An Inside Look with Anouchka Razakandisa


Anouchka participates in a group exercise during the Market Readiness Program™ (MRP)

Over the years Anouchka Razakandisa has used her savvy business skills and in-depth knowledge of exporting and marketing to support artisans in their efforts to connect to larger markets. In August of 2014, she participated and successfully completed the Market Readiness Program™, further enabling her to seek more economic opportunities in the US market for the artisans she and her organization works with. ATA recently spoke with Anouchka to learn more about her work with artisans in Madagascar and what drew her to the work she does.

What is your official role with the International Trade Board of Madagascar?

The International Trade Board of Madagascar (ITBM) is a trade promotion agency for export which has been established by business associations of Madagascar and is funded by the French Development Agency.. I am working as General Secretary for the institution. Apart of managing the project daily, along with a team, I am also in charge of identifying an annual training program that teaches about export and follow-up the projects with the different clusters that we have been putting in place. My role is also to maintain relations with the different technical and financial partners here and abroad.

Can you tell us a little about your background and if it influenced the work you do now? How did you begin to work with artisans?

My father used to be an exporter of lychees from Madagascar to Europe. When I finished high school and was about to continue my study abroad, I chose to major in International Trade and Marketing. My goal was to be an exporter as well. My study and different experiences have allowed me to travel a lot ever since, which has really influenced my work these last 20 years.

I had the opportunity to organize different missions with Malagasy exporters in South Africa, Germany, France and Mauritius to promote Malagasy products. Among of them were handmade products such as bags, baskets, etc. During those missions, I was contacted by few buyers who wanted to order some baskets and crocheted bags. They needed someone to organize the production, so little by little I gathered a group of 80 artisans in remote areas. Most of the time, they preferred to work from home since they also had to support the lives of their family. Working in the city often made them lose time as they tried to go from one place to the other, so I delivered all the raw materials and had a controller checking regularly to insure the quality and completion of the products on time. We succeeded in exporting for 3 years in a row until the 2009 crisis. This is how I started working with artisans.

What drew you to working with artisans?

Madagascar is very well known for its range of raw materials and the skills of its workforce. For me, it’s very important to give recognition and value to someone’s works. In our export experiences, we have learned that we needed to set up a win-win situation with the artisans.

The artisans are often also farmers, so for me, if I can make them earn more whenever we have an order, I contribute in improving their lives. The artisans are more often than not women and so they have to take care of their families, the children, they have to look after the ricefields. Simply put, they need to earn money. Women are very courageous and you can count on them. That’s what drew me to work with artisans.

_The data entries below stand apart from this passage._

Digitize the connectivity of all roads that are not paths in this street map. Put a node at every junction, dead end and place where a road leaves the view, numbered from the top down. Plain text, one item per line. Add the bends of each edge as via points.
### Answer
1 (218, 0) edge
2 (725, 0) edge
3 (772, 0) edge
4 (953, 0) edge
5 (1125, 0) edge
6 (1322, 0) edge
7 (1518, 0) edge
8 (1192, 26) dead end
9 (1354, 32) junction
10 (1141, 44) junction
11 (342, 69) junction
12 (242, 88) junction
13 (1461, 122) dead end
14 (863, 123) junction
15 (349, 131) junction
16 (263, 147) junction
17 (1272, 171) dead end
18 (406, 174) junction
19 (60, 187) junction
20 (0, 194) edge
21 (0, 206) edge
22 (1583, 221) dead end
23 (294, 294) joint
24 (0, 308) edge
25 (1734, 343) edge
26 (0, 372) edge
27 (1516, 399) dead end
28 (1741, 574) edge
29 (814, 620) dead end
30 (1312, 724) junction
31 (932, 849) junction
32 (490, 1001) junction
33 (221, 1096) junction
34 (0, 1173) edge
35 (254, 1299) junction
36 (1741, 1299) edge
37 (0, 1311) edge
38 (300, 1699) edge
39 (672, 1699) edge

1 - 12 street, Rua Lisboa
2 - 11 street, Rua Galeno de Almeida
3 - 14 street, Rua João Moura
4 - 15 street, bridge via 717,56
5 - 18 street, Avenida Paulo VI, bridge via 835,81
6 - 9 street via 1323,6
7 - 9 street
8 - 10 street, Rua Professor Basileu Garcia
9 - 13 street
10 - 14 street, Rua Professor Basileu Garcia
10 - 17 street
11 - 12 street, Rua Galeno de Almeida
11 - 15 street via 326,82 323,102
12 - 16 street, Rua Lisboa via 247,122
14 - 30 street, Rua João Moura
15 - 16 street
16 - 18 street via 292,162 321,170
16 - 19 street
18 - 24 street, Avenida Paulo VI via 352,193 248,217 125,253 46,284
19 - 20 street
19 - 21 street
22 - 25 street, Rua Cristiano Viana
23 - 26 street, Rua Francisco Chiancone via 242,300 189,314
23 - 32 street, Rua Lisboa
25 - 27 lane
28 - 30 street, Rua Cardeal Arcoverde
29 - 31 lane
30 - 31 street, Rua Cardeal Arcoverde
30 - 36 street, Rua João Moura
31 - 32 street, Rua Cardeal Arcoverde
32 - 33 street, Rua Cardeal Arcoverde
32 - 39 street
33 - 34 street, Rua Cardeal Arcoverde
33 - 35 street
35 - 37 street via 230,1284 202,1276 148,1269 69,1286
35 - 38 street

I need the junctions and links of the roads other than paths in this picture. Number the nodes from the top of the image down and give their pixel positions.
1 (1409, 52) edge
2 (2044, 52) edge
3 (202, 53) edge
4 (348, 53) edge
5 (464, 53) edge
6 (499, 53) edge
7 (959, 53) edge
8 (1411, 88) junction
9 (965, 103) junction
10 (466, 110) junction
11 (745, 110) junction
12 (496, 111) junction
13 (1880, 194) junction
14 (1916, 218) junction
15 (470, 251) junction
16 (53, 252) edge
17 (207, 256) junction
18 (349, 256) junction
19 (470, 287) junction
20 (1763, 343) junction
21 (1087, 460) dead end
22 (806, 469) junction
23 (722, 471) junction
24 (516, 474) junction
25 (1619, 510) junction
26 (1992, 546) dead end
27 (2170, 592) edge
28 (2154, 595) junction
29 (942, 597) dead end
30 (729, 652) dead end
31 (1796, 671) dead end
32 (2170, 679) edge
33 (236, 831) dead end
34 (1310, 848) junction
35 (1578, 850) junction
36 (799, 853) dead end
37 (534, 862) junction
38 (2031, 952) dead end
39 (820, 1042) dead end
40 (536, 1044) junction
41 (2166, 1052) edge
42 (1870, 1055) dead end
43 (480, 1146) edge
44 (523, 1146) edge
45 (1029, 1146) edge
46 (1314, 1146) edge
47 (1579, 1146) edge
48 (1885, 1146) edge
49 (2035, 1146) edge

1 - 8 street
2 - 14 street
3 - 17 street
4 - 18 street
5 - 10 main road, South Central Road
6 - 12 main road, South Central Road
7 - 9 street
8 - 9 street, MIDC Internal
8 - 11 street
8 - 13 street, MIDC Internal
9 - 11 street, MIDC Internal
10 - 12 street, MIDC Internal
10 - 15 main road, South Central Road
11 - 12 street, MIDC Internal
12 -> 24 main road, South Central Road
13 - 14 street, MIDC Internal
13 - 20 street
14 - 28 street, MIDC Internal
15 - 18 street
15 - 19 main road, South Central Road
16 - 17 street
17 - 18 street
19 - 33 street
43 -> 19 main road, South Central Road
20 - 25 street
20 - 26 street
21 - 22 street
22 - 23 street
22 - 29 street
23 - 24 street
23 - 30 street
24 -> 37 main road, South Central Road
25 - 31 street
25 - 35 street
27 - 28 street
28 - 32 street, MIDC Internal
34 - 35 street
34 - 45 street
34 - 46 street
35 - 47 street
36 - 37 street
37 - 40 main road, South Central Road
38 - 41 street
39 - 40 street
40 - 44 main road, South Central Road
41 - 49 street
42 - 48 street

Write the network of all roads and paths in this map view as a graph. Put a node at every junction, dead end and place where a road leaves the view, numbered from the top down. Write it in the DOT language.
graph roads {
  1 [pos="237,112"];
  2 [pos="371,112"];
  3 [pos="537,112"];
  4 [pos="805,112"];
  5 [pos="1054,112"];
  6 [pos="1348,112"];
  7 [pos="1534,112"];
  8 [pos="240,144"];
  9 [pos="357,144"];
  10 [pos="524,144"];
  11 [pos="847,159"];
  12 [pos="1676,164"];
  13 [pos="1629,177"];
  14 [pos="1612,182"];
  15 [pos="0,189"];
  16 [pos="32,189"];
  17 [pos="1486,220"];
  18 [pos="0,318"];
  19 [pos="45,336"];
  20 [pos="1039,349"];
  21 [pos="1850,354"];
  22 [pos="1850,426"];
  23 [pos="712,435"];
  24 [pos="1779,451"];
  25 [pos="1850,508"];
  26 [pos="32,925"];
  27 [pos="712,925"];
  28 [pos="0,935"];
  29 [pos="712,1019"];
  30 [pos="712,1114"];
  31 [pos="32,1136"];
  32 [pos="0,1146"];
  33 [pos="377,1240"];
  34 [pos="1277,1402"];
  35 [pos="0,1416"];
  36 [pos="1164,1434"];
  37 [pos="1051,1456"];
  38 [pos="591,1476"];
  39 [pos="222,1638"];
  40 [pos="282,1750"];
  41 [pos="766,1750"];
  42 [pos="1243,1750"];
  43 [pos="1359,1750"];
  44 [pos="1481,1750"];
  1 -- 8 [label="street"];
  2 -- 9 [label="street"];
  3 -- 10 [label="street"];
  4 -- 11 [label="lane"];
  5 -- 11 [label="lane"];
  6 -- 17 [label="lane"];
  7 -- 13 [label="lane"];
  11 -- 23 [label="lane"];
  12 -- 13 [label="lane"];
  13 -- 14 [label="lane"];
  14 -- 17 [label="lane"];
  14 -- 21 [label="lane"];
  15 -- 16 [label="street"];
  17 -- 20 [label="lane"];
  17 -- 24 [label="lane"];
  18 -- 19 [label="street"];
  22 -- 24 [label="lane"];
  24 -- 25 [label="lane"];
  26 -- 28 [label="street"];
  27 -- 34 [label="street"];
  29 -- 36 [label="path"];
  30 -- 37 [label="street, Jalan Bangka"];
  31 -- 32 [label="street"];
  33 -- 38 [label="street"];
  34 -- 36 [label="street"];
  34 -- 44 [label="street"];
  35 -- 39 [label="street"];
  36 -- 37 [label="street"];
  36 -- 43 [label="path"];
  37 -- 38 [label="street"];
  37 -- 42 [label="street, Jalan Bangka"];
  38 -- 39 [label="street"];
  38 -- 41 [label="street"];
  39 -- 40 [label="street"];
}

Handcrafted products made by artisans who work with the ITBM

How did you learn about the Market Readiness Program™?

I had the opportunity to learn about Aid to Artisans for some time. As we were trying to promote handicraft products within the US market, a friend told me to try to attend the Market Readiness Program to gain more knowledge about the US market.

How was your experience?

The training was very rich and interesting for me and helpful for my work. The training contents, the exchanges with the different participants and consultants were very important because a program such as this does not exist in Madagascar. Learning from others and receiving advice on your products from experts, if you want to export to the US, is not easy to find.

Have you been able to use anything you learned at the Market Readiness Program™ in the work you do now?

Entering the US market is not easy. It takes time and demands a lot of investment. The most important things to keep in mind is that the US buyers need good information to help them decide. We are sharing regular information to the artisans and exporting companies in their preparation to attend the NYIGF. We have even prepared a guide on how to export to the US for our exporters.


Anouchka speaks with a buyer at the 2014 Cocktail Reception, held during the MRP

Can you tell me about any upcoming initiatives for artisans that you are a part of?

At the International Trade Board of Madagascar, we have helped few exporting companies establish a cluster producing handicraft products. We have identified a US designer and a US buyer to train them on how to access the US market. The cluster has produced a few samples for the moment and is currently waiting for the buyer’s decision.

With the same cluster, we are planning to help them attend NY NOW in August 2015.

What long term goals do you have for the artisans you work with?

Our goal is to help the artisans to have more access on the US market, especially taking advantage of the AGOA (African Growth and Opportunity Act).